April 29 (Bloomberg) -- Mozambique’s central bank cut its growth forecast for this year to 7 percent because of floods that hit the southern and central provinces of the country in January and February, curbing output from mines.
The prediction for gross domestic product was reduced from 8 percent and compares with a revised 7.4 percent for 2012, Banco de Mocambique spokesman Waldemar de Sousa told reporters today in the capital, Maputo.
“The floods have deeply affected some sectors of the economy and thus make us believe that the initial forecast cannot be reached,” he said.
Vale SA, the world’s third-biggest mining company, and Rio Tinto Plc stopped operations after the Sena rail line was damaged because of the floods, which killed at least 69 people and displaced 112,000, according to the National Disaster Management Institute.

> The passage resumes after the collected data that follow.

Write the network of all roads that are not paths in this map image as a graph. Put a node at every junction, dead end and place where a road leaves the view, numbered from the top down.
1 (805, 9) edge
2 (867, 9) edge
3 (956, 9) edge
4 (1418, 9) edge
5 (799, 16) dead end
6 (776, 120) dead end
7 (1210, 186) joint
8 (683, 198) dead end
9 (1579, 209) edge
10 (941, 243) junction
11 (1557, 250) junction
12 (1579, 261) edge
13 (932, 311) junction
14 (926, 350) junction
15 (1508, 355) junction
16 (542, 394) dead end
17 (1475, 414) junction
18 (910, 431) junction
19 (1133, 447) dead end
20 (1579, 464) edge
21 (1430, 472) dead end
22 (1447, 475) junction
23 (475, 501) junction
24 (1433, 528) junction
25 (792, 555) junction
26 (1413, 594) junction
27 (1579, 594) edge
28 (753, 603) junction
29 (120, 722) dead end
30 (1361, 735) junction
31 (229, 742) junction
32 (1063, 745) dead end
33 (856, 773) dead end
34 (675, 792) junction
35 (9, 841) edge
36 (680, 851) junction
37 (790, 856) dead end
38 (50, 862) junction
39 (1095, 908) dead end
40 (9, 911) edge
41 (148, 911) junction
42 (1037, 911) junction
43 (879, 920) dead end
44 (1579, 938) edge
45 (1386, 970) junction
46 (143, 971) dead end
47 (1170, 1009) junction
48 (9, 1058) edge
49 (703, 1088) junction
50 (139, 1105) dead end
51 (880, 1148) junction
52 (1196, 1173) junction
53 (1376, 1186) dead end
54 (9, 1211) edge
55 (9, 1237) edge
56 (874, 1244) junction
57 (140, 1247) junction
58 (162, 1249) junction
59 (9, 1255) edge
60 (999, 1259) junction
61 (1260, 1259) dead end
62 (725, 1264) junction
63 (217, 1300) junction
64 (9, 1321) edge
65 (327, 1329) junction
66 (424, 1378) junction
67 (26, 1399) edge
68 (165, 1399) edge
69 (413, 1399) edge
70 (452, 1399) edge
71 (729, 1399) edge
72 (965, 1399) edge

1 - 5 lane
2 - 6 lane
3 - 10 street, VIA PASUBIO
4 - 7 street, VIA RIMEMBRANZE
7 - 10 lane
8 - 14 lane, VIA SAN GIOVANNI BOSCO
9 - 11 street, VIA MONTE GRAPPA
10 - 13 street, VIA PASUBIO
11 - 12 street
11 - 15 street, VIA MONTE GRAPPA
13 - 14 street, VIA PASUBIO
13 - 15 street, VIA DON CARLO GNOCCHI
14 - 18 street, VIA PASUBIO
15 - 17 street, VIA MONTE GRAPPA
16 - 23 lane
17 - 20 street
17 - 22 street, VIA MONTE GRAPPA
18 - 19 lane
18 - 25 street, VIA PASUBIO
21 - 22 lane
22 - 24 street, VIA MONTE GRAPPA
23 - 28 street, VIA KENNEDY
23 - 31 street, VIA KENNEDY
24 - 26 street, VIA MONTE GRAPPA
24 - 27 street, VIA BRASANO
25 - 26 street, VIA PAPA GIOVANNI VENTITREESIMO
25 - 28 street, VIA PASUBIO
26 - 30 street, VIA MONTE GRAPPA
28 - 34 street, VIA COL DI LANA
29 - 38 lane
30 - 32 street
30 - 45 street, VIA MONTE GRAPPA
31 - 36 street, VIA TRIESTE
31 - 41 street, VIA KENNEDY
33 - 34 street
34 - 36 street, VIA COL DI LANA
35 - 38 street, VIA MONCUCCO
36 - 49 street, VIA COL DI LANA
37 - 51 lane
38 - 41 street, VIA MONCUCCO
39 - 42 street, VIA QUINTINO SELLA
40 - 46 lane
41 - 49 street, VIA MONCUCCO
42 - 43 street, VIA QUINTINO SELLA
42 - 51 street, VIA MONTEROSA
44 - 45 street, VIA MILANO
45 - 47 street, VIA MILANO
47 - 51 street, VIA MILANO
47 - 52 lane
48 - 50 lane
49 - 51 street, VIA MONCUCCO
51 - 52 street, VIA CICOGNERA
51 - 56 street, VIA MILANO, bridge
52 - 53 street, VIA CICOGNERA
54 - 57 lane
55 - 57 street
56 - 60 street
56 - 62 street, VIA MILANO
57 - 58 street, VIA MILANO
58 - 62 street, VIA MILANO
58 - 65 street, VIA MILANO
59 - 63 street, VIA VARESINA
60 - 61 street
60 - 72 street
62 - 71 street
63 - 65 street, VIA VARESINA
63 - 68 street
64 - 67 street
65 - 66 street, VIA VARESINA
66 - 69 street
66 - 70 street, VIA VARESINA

Foreign direct investment climbed to a record $5.2 billion from $2.3 billion, with 78 percent of that coming from iron-ore, coal and gas investments, de Sousa said.
Mozambique’s gas discoveries, the world’s largest in a decade, sparked interest among global energy producers seeking access to new reserves. The southeast African country’s offshore fields may hold enough gas to meet world consumption for more than two years, according to Empresa Nacional de Hidrocarbonetos, the state-backed petroleum exploration company.